Goal of the exercise: What lines in the records below contain the string "Left"? Copy every one.

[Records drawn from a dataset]
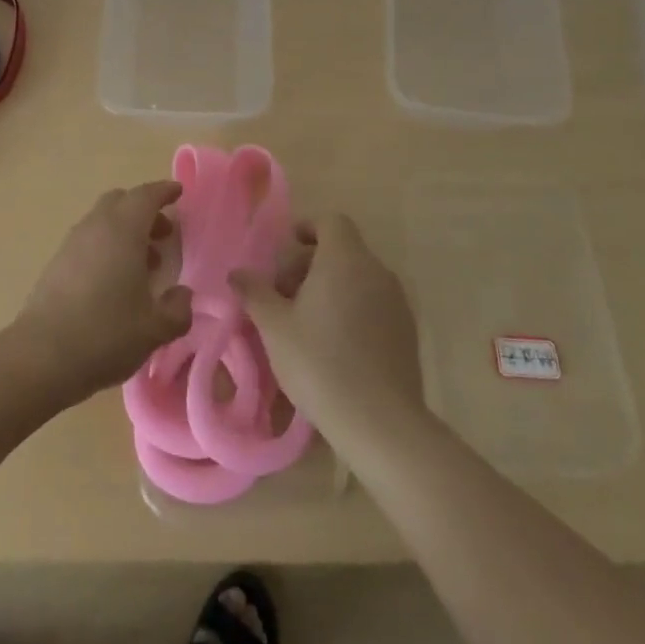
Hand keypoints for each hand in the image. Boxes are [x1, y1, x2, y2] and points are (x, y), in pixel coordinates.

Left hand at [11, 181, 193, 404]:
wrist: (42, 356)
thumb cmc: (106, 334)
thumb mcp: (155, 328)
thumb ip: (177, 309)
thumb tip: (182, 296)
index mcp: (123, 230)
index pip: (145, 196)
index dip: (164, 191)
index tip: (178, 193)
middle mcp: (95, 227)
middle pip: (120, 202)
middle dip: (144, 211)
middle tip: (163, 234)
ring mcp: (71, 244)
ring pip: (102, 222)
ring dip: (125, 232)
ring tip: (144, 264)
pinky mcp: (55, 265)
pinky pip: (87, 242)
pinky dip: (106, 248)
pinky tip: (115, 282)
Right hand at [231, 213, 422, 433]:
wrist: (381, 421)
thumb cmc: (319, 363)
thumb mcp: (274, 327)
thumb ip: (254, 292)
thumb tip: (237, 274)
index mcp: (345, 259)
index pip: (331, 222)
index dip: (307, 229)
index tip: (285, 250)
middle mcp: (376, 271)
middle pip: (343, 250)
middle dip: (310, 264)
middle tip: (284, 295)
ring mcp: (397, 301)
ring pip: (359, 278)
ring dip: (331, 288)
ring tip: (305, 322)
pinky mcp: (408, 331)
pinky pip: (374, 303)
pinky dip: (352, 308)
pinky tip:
==
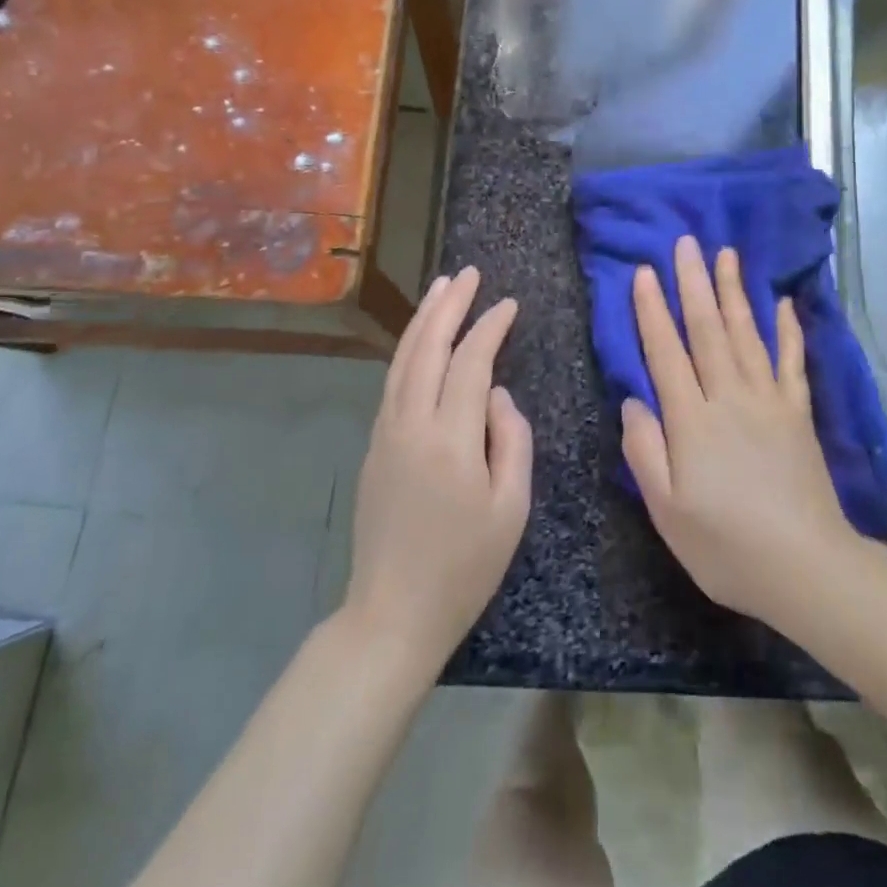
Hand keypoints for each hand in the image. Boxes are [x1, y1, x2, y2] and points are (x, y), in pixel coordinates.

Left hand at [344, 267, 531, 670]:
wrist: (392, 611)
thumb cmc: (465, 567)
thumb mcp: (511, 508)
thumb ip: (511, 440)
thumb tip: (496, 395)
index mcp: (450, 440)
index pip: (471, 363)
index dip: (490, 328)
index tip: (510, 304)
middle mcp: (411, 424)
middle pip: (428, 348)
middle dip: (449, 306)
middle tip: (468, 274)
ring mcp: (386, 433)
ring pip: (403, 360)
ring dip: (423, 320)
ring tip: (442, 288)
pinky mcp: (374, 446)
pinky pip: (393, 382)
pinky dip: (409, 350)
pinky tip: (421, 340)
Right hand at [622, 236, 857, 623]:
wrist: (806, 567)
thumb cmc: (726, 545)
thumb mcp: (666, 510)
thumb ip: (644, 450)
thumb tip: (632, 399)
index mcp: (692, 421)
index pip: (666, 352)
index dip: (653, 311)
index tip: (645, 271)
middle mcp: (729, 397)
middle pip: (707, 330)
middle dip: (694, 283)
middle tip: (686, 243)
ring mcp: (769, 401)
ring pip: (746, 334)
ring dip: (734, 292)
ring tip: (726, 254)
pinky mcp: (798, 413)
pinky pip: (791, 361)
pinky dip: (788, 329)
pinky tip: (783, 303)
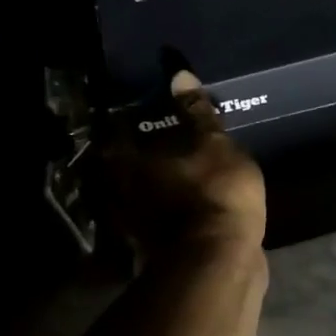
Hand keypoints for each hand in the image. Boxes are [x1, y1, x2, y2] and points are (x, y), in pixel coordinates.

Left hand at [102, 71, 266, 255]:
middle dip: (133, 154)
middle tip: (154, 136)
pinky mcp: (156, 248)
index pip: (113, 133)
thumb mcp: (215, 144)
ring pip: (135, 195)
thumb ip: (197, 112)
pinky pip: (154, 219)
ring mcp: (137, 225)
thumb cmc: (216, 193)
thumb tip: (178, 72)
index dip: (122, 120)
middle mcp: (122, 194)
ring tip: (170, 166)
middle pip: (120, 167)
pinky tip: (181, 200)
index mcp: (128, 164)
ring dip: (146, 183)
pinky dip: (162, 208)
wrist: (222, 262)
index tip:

Answer to the exercise:
Left hand at [11, 181, 193, 404]:
Left hand at [344, 267, 531, 670]:
Left hand at [102, 71, 266, 255]:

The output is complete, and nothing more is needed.